THE DATA —
········

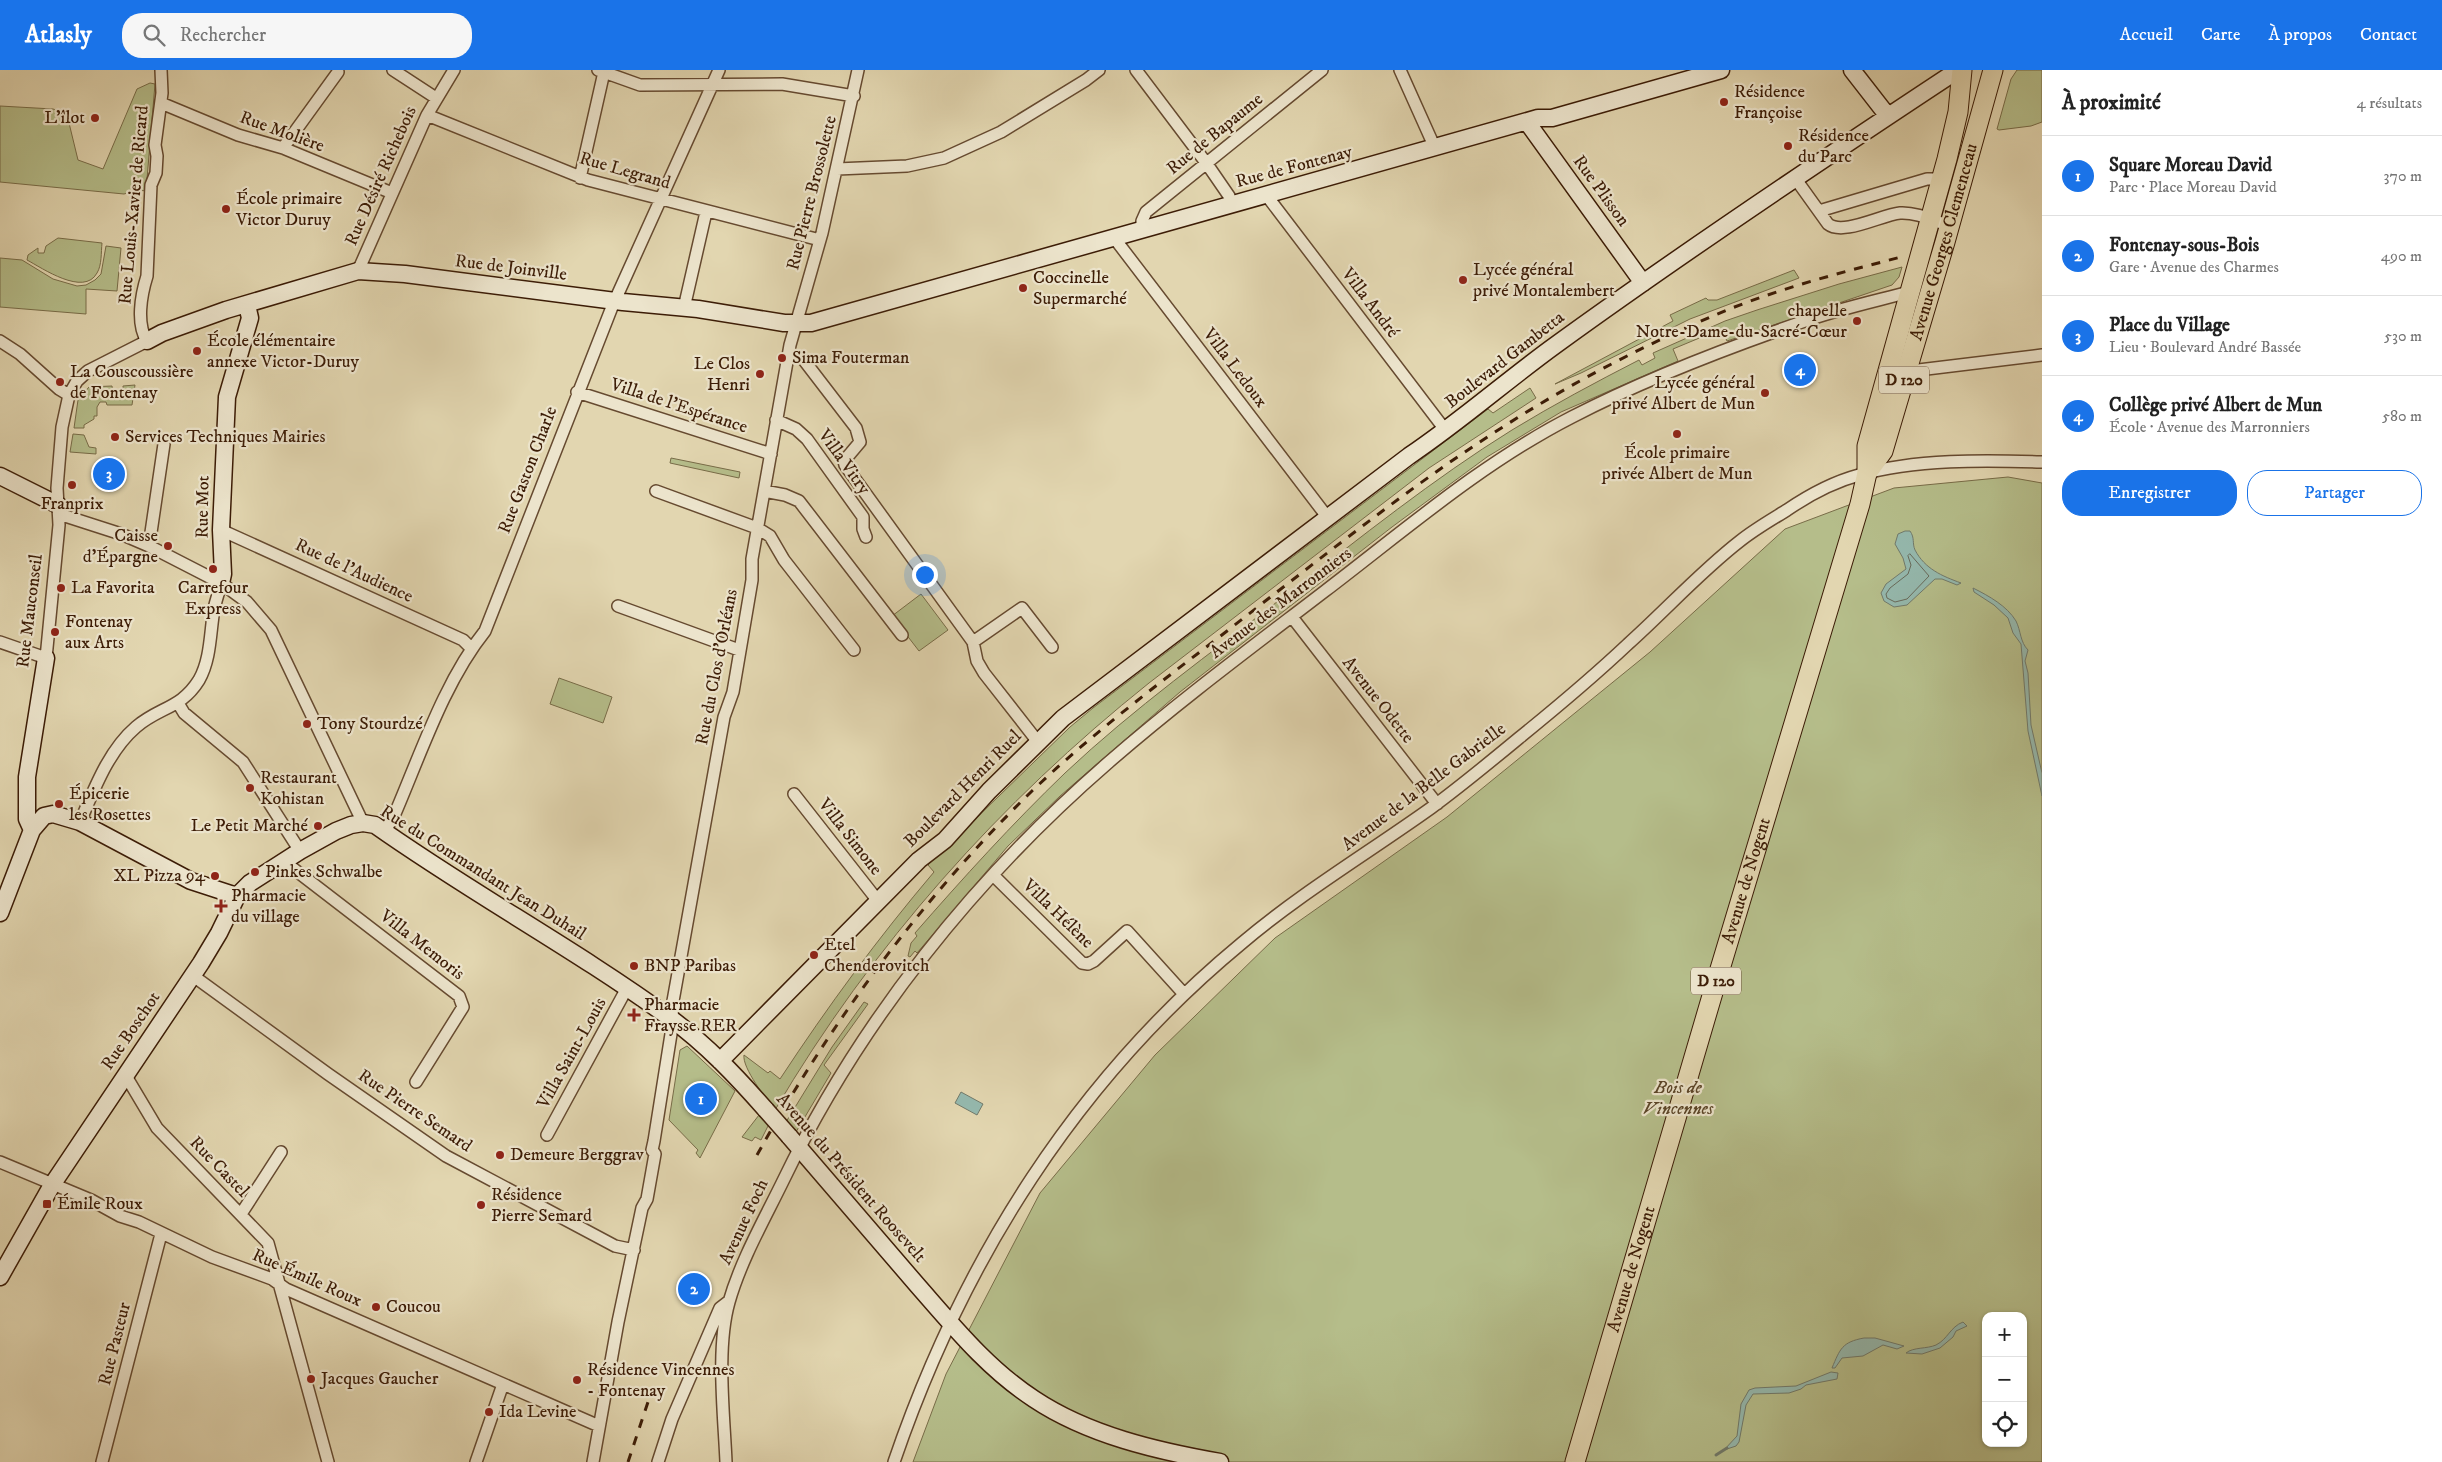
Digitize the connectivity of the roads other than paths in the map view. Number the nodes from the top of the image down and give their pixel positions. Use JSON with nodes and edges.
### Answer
{"nodes":[{"id":1,"x":161,"y":70,"type":"edge"},
{"id":2,"x":393,"y":70,"type":"edge"},
{"id":3,"x":454,"y":70,"type":"edge"},
{"id":4,"x":719,"y":70,"type":"edge"},
{"id":5,"x":858,"y":70,"type":"edge"},
{"id":6,"x":1099,"y":70,"type":"edge"},
{"id":7,"x":1136,"y":70,"type":"edge"},
{"id":8,"x":1322,"y":70,"type":"edge"},
{"id":9,"x":1400,"y":70,"type":"edge"},
{"id":10,"x":1721,"y":70,"type":"edge"},
{"id":11,"x":1852,"y":70,"type":"edge"},
{"id":12,"x":1958,"y":70,"type":"edge"},
{"id":13,"x":1962,"y":70,"type":"edge"},
{"id":14,"x":601,"y":71,"type":"edge"},
{"id":15,"x":338,"y":72,"type":"dead end"},
{"id":16,"x":1995,"y":73,"type":"edge"},
{"id":17,"x":712,"y":84,"type":"junction"},
{"id":18,"x":854,"y":96,"type":"junction"},
{"id":19,"x":436,"y":98,"type":"junction"},
{"id":20,"x":161,"y":103,"type":"junction"},
{"id":21,"x":427,"y":115,"type":"junction"},
{"id":22,"x":1887,"y":115,"type":"junction"},
{"id":23,"x":1527,"y":122,"type":"junction"},
{"id":24,"x":283,"y":148,"type":"junction"},
{"id":25,"x":1435,"y":148,"type":"junction"},
{"id":26,"x":1207,"y":164,"type":"junction"},
{"id":27,"x":837,"y":169,"type":"junction"},
{"id":28,"x":580,"y":178,"type":"junction"},
{"id":29,"x":1795,"y":178,"type":"junction"},
{"id":30,"x":1942,"y":179,"type":"junction"},
{"id":31,"x":392,"y":193,"type":"junction"},
{"id":32,"x":1267,"y":196,"type":"junction"},
{"id":33,"x":660,"y":200,"type":"junction"},
{"id":34,"x":1232,"y":204,"type":"junction"},
{"id":35,"x":1819,"y":211,"type":"junction"},
{"id":36,"x":706,"y":212,"type":"junction"},
{"id":37,"x":1930,"y":220,"type":"junction"},
{"id":38,"x":1950,"y":226,"type":"junction"},
{"id":39,"x":1142,"y":231,"type":"junction"},
{"id":40,"x":1115,"y":239,"type":"junction"},
{"id":41,"x":820,"y":240,"type":"junction"},
{"id":42,"x":358,"y":271,"type":"junction"},
{"id":43,"x":1643,"y":283,"type":"junction"},
{"id":44,"x":1933,"y":284,"type":"junction"},
{"id":45,"x":1911,"y":291,"type":"junction"},
{"id":46,"x":614,"y":301,"type":"junction"},
{"id":47,"x":247,"y":305,"type":"junction"},
{"id":48,"x":878,"y":305,"type":"joint"},
{"id":49,"x":684,"y":308,"type":"junction"},
{"id":50,"x":797,"y":323,"type":"junction"},
{"id":51,"x":0,"y":341,"type":"edge"},
{"id":52,"x":148,"y":342,"type":"junction"},
{"id":53,"x":788,"y":355,"type":"junction"},
{"id":54,"x":2042,"y":355,"type":"edge"},
{"id":55,"x":1906,"y":372,"type":"junction"},
{"id":56,"x":1887,"y":374,"type":"junction"},
{"id":57,"x":577,"y":392,"type":"junction"},
{"id":58,"x":69,"y":395,"type":"junction"},
{"id":59,"x":776,"y":420,"type":"junction"},
{"id":60,"x":1446,"y":431,"type":"junction"},
{"id":61,"x":164,"y":444,"type":"dead end"},
{"id":62,"x":771,"y":454,"type":"junction"},
{"id":63,"x":2042,"y":462,"type":"edge"},
{"id":64,"x":1867,"y":473,"type":"junction"},
{"id":65,"x":0,"y":476,"type":"edge"},
{"id":66,"x":656,"y":490,"type":"dead end"},
{"id":67,"x":764,"y":491,"type":"junction"},
{"id":68,"x":59,"y":509,"type":"junction"},
{"id":69,"x":1328,"y":518,"type":"junction"},
{"id":70,"x":757,"y":528,"type":"junction"},
{"id":71,"x":220,"y":530,"type":"junction"},
{"id":72,"x":866,"y":537,"type":"dead end"},
{"id":73,"x":150,"y":546,"type":"junction"},
{"id":74,"x":1256,"y":572,"type":"joint"},
{"id":75,"x":221,"y":583,"type":"junction"},
{"id":76,"x":618,"y":606,"type":"dead end"},
{"id":77,"x":1292,"y":617,"type":"junction"},
{"id":78,"x":902,"y":635,"type":"dead end"},
{"id":79,"x":0,"y":642,"type":"edge"},
{"id":80,"x":973,"y":642,"type":"junction"},
{"id":81,"x":1052,"y":647,"type":"dead end"},
{"id":82,"x":471,"y":648,"type":"junction"},
{"id":83,"x":739,"y":650,"type":"junction"},
{"id":84,"x":854,"y":650,"type":"dead end"},
{"id":85,"x":46,"y":658,"type":"junction"},
{"id":86,"x":178,"y":703,"type":"junction"},
{"id":87,"x":1038,"y":742,"type":"junction"},
{"id":88,"x":794,"y":794,"type":"dead end"},
{"id":89,"x":1437,"y":804,"type":"junction"},
{"id":90,"x":80,"y":822,"type":"junction"},
{"id":91,"x":364,"y":823,"type":"junction"},
{"id":92,"x":32,"y":830,"type":"junction"},
{"id":93,"x":384,"y":832,"type":"junction"},
{"id":94,"x":300,"y":851,"type":"junction"},
{"id":95,"x":286,"y":860,"type":"junction"},
{"id":96,"x":993,"y":875,"type":"junction"},
{"id":97,"x":237,"y":896,"type":"junction"},
{"id":98,"x":878,"y":901,"type":"junction"},
{"id":99,"x":0,"y":913,"type":"edge"},
{"id":100,"x":192,"y":975,"type":"junction"},
{"id":101,"x":627,"y":988,"type":"junction"},
{"id":102,"x":1184,"y":994,"type":"junction"},
{"id":103,"x":671,"y":1018,"type":"junction"},
{"id":104,"x":720,"y":1061,"type":"junction"},
{"id":105,"x":126,"y":1076,"type":"junction"},
{"id":106,"x":416,"y":1082,"type":"dead end"},
{"id":107,"x":547,"y":1135,"type":"dead end"},
{"id":108,"x":794,"y":1142,"type":"junction"},
{"id":109,"x":281,"y":1152,"type":"dead end"},
{"id":110,"x":0,"y":1162,"type":"edge"},
{"id":111,"x":52,"y":1185,"type":"junction"},
{"id":112,"x":241,"y":1214,"type":"junction"},
{"id":113,"x":161,"y":1234,"type":"junction"},
{"id":114,"x":634,"y":1250,"type":"junction"},
{"id":115,"x":0,"y":1277,"type":"edge"},
{"id":116,"x":281,"y":1285,"type":"junction"},
{"id":117,"x":729,"y":1301,"type":"junction"},
{"id":118,"x":950,"y":1322,"type":"junction"},
{"id":119,"x":707,"y":1339,"type":"junction"},
{"id":120,"x":723,"y":1343,"type":"junction"},
{"id":121,"x":503,"y":1384,"type":"junction"},
{"id":122,"x":599,"y":1426,"type":"junction"},
{"id":123,"x":102,"y":1462,"type":"edge"},
{"id":124,"x":328,"y":1462,"type":"edge"},
{"id":125,"x":476,"y":1462,"type":"edge"},
{"id":126,"x":593,"y":1462,"type":"edge"},
{"id":127,"x":658,"y":1462,"type":"edge"},
{"id":128,"x":726,"y":1462,"type":"edge"},
{"id":129,"x":894,"y":1462,"type":"edge"},
{"id":130,"x":1220,"y":1462,"type":"edge"},
{"id":131,"x":1575,"y":1462,"type":"edge"}],
"edges":[{"from":1,"to":20,"type":"street","name":"Rue Louis-Xavier de Ricard"},
{"from":2,"to":19,"type":"street"},
{"from":3,"to":19,"type":"street","name":"Rue Désiré Richebois"},
{"from":4,"to":17,"type":"street","name":"Rue Gaston Charle"},
{"from":5,"to":18,"type":"street","name":"Rue Pierre Brossolette"},
{"from":6,"to":27,"type":"street"},
{"from":7,"to":26,"type":"street"},
{"from":8,"to":26,"type":"street","name":"Rue de Bapaume"},
{"from":9,"to":25,"type":"street"},
{"from":10,"to":23,"type":"street","name":"Rue de Fontenay"},
{"from":11,"to":22,"type":"street"},
{"from":12,"to":22,"type":"street","name":"Boulevard Gambetta"},
{"from":13,"to":30,"type":"main road","name":"Avenue Georges Clemenceau","number":"D 120"},
{"from":14,"to":17,"type":"street"},
{"from":14,"to":28,"type":"street"},
{"from":15,"to":24,"type":"street"},
{"from":16,"to":38,"type":"main road","name":"Avenue Georges Clemenceau","number":"D 120"},
{"from":17,"to":18,"type":"street"},
{"from":17,"to":33,"type":"street","name":"Rue Gaston Charle"},
{"from":18,"to":27,"type":"street","name":"Rue Pierre Brossolette"},
{"from":19,"to":21,"type":"street","name":"Rue Désiré Richebois"},
{"from":20,"to":24,"type":"street","name":"Rue Molière"},
{"from":20,"to":52,"type":"street","name":"Rue Louis-Xavier de Ricard"},
{"from":21,"to":28,"type":"street","name":"Rue Legrand"},
{"from":21,"to":31,"type":"street","name":"Rue Désiré Richebois"},
{"from":22,"to":29,"type":"street","name":"Boulevard Gambetta"},
{"from":23,"to":25,"type":"street","name":"Rue de Fontenay"},
{"from":23,"to":43,"type":"street","name":"Rue Plisson"},
{"from":24,"to":31,"type":"street","name":"Rue Molière"},
{"from":25,"to":32,"type":"street","name":"Rue de Fontenay"},
{"from":26,"to":34,"type":"street"},
{"from":26,"to":39,"type":"street","name":"Rue de Bapaume"},
{"from":27,"to":41,"type":"street","name":"Rue Pierre Brossolette"},
{"from":28,"to":33,"type":"street","name":"Rue Legrand"},
{"from":29,"to":35,"type":"street"},
{"from":29,"to":43,"type":"street","name":"Boulevard Gambetta"},
{"from":30,"to":35,"type":"street"},
{"from":30,"to":37,"type":"main road","name":"Avenue Georges Clemenceau","number":"D 120"},
{"from":31,"to":42,"type":"street","name":"Rue Désiré Richebois"},
{"from":32,"to":34,"type":"street","name":"Rue de Fontenay"},
{"from":32,"to":60,"type":"street","name":"Villa André"},
{"from":33,"to":36,"type":"street","name":"Rue Legrand"},
{"from":33,"to":46,"type":"street","name":"Rue Gaston Charle"},
{"from":34,"to":39,"type":"street","name":"Rue de Fontenay"},
{"from":35,"to":37,"type":"street"},
{"from":36,"to":41,"type":"street","name":"Rue Legrand"},
{"from":36,"to":49,"type":"street"},
{"from":37,"to":38,"type":"street"},
{"from":37,"to":45,"type":"main road","name":"Avenue Georges Clemenceau","number":"D 120"},
{"from":38,"to":44,"type":"main road","name":"Avenue Georges Clemenceau","number":"D 120"},
{"from":39,"to":40,"type":"street","name":"Rue de Fontenay"},
{"from":40,"to":48,"type":"street","name":"Rue de Fontenay"},
{"from":40,"to":69,"type":"street","name":"Villa Ledoux"},
{"from":41,"to":50,"type":"street","name":"Rue Pierre Brossolette"},
{"from":42,"to":46,"type":"street","name":"Rue de Joinville"},
{"from":42,"to":47,"type":"street","name":"Rue de Joinville"},
{"from":43,"to":60,"type":"street","name":"Boulevard Gambetta"},
{"from":44,"to":45,"type":"street","name":"Avenue des Marronniers"},
{"from":44,"to":55,"type":"main road","name":"Avenue Georges Clemenceau","number":"D 120"},
{"from":45,"to":56,"type":"main road","name":"Avenue Georges Clemenceau","number":"D 120"},
{"from":45,"to":77,"type":"street","name":"Avenue des Marronniers"},
{"from":46,"to":49,"type":"street","name":"Rue de Joinville"},
{"from":46,"to":57,"type":"street","name":"Rue Gaston Charle"},
{"from":47,"to":52,"type":"street","name":"Rue de Joinville"},
{"from":47,"to":71,"type":"street","name":"Rue Mot"},
{"from":48,"to":50,"type":"street","name":"Rue de Joinville"},
{"from":49,"to":50,"type":"street","name":"Rue de Joinville"},
{"from":50,"to":53,"type":"street","name":"Rue du Clos d'Orléans"},
{"from":51,"to":58,"type":"street"},
{"from":52,"to":58,"type":"street"},
{"from":53,"to":59,"type":"street","name":"Rue du Clos d'Orléans"},
{"from":53,"to":80,"type":"street"},
{"from":54,"to":55,"type":"street"},
{"from":55,"to":56,"type":"street"},
{"from":55,"to":64,"type":"main road","name":"Avenue Georges Clemenceau","number":"D 120"},
{"from":56,"to":64,"type":"main road","name":"Avenue Georges Clemenceau","number":"D 120"},
{"from":57,"to":62,"type":"street","name":"Villa de l'Espérance"},
{"from":57,"to":82,"type":"street","name":"Rue Gaston Charle"},
{"from":58,"to":68,"type":"street","name":"Rue Mauconseil"},
{"from":59,"to":62,"type":"street","name":"Rue du Clos d'Orléans"},
{"from":59,"to":72,"type":"street","name":"Villa Vitry"},
{"from":60,"to":69,"type":"street","name":"Boulevard Gambetta"},
{"from":61,"to":73,"type":"street"},
{"from":62,"to":67,"type":"street","name":"Rue du Clos d'Orléans"},
{"from":63,"to":64,"type":"street","name":"Avenue de la Belle Gabrielle"},
{"from":64,"to":89,"type":"street","name":"Avenue de la Belle Gabrielle"},
{"from":64,"to":131,"type":"main road","name":"Avenue de Nogent","number":"D 120"},
{"from":65,"to":68,"type":"street"},
{"from":66,"to":70,"type":"street"},
{"from":67,"to":70,"type":"street","name":"Rue du Clos d'Orléans"},
{"from":67,"to":78,"type":"street"},
{"from":68,"to":73,"type":"street"},
{"from":68,"to":85,"type":"street","name":"Rue Mauconseil"},
{"from":69,"to":74,"type":"street","name":"Boulevard Gambetta"},
{"from":70,"to":83,"type":"street","name":"Rue du Clos d'Orléans"},
{"from":70,"to":84,"type":"street"},
{"from":71,"to":75,"type":"street","name":"Rue Mot"},
{"from":71,"to":82,"type":"street","name":"Rue de l'Audience"},
{"from":73,"to":75,"type":"street"},
{"from":74,"to":87,"type":"street","name":"Boulevard Henri Ruel"},
{"from":75,"to":86,"type":"street","name":"Rue Mot"},
{"from":75,"to":91,"type":"street"},
{"from":76,"to":83,"type":"street"},
{"from":77,"to":89,"type":"street","name":"Avenue Odette"},
{"from":77,"to":96,"type":"street","name":"Avenue des Marronniers"},
{"from":79,"to":85,"type":"street"},
{"from":80,"to":81,"type":"street"},
{"from":80,"to":87,"type":"street"},
{"from":82,"to":93,"type":"street","name":"Rue Gaston Charle"},
{"from":83,"to":103,"type":"street","name":"Rue du Clos d'Orléans"},
{"from":85,"to":92,"type":"street","name":"Rue Mauconseil"},
{"from":86,"to":90,"type":"street"},
{"from":86,"to":94,"type":"street"},
{"from":87,"to":98,"type":"street","name":"Boulevard Henri Ruel"},
{"from":88,"to":98,"type":"street","name":"Villa Simone"},
{"from":89,"to":102,"type":"street","name":"Avenue de la Belle Gabrielle"},
{"from":90,"to":92,"type":"street"},
{"from":90,"to":97,"type":"street"},
{"from":91,"to":93,"type":"street","name":"Rue du Commandant Jean Duhail"},
{"from":91,"to":94,"type":"street","name":"Rue du Commandant Jean Duhail"},
{"from":92,"to":99,"type":"street"},
{"from":93,"to":101,"type":"street","name":"Rue du Commandant Jean Duhail"},
{"from":94,"to":95,"type":"street","name":"Rue du Commandant Jean Duhail"},
{"from":95,"to":97,"type":"street","name":"Rue du Commandant Jean Duhail"},
{"from":95,"to":106,"type":"street","name":"Villa Memoris"},
{"from":96,"to":102,"type":"street","name":"Villa Hélène"},
{"from":96,"to":108,"type":"street","name":"Avenue des Marronniers"},
{"from":97,"to":100,"type":"street","name":"Rue Boschot"},
{"from":98,"to":104,"type":"street","name":"Boulevard Henri Ruel"},
{"from":100,"to":105,"type":"street","name":"Rue Boschot"},
{"from":100,"to":114,"type":"street","name":"Rue Pierre Semard"},
{"from":101,"to":103,"type":"street","name":"Rue du Commandant Jean Duhail"},
{"from":101,"to":107,"type":"street","name":"Villa Saint-Louis"},
{"from":102,"to":118,"type":"street","name":"Avenue de la Belle Gabrielle"},
{"from":103,"to":104,"type":"street","name":"Avenue du Président Roosevelt"},
{"from":103,"to":114,"type":"street","name":"Rue du Clos d'Orléans"},
{"from":104,"to":108,"type":"street","name":"Avenue du Président Roosevelt","bridge":true},
{"from":105,"to":111,"type":"street","name":"Rue Boschot"},
{"from":105,"to":112,"type":"street","name":"Rue Castel"},
{"from":108,"to":117,"type":"street","name":"Avenue Foch"},
{"from":108,"to":118,"type":"street","name":"Avenue du Président Roosevelt"},
{"from":109,"to":112,"type":"street"},
{"from":110,"to":111,"type":"street","name":"Rue Émile Roux"},
{"from":111,"to":113,"type":"street","name":"Rue Émile Roux"},
{"from":111,"to":115,"type":"street","name":"Rue Boschot"},
{"from":112,"to":116,"type":"street","name":"Rue Castel"},
{"from":113,"to":116,"type":"street","name":"Rue Émile Roux"},
{"from":113,"to":123,"type":"street","name":"Rue Pasteur"},
{"from":114,"to":122,"type":"street","name":"Rue du Clos d'Orléans"},
{"from":116,"to":121,"type":"street","name":"Rue Émile Roux"},
{"from":116,"to":124,"type":"street","name":"Rue Castel"},
{"from":117,"to":119,"type":"street"},
{"from":117,"to":120,"type":"street","name":"Avenue Foch"},
{"from":118,"to":129,"type":"street","name":"Avenue de la Belle Gabrielle"},
{"from":118,"to":130,"type":"street","name":"Avenue du Président Roosevelt"},
{"from":119,"to":120,"type":"street"},
{"from":119,"to":127,"type":"street"},
{"from":120,"to":128,"type":"street","name":"Avenue Foch"},
{"from":121,"to":122,"type":"street","name":"Rue Émile Roux"},
{"from":121,"to":125,"type":"street"},
{"from":122,"to":126,"type":"street","name":"Rue du Clos d'Orléans"}]}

········

WORK TO COMPLETE — Pull every line with "Castel" from the records.

REPLY TO THE TASK —
{"from":105,"to":112,"type":"street","name":"Rue Castel"},
{"from":112,"to":116,"type":"street","name":"Rue Castel"},
{"from":116,"to":124,"type":"street","name":"Rue Castel"},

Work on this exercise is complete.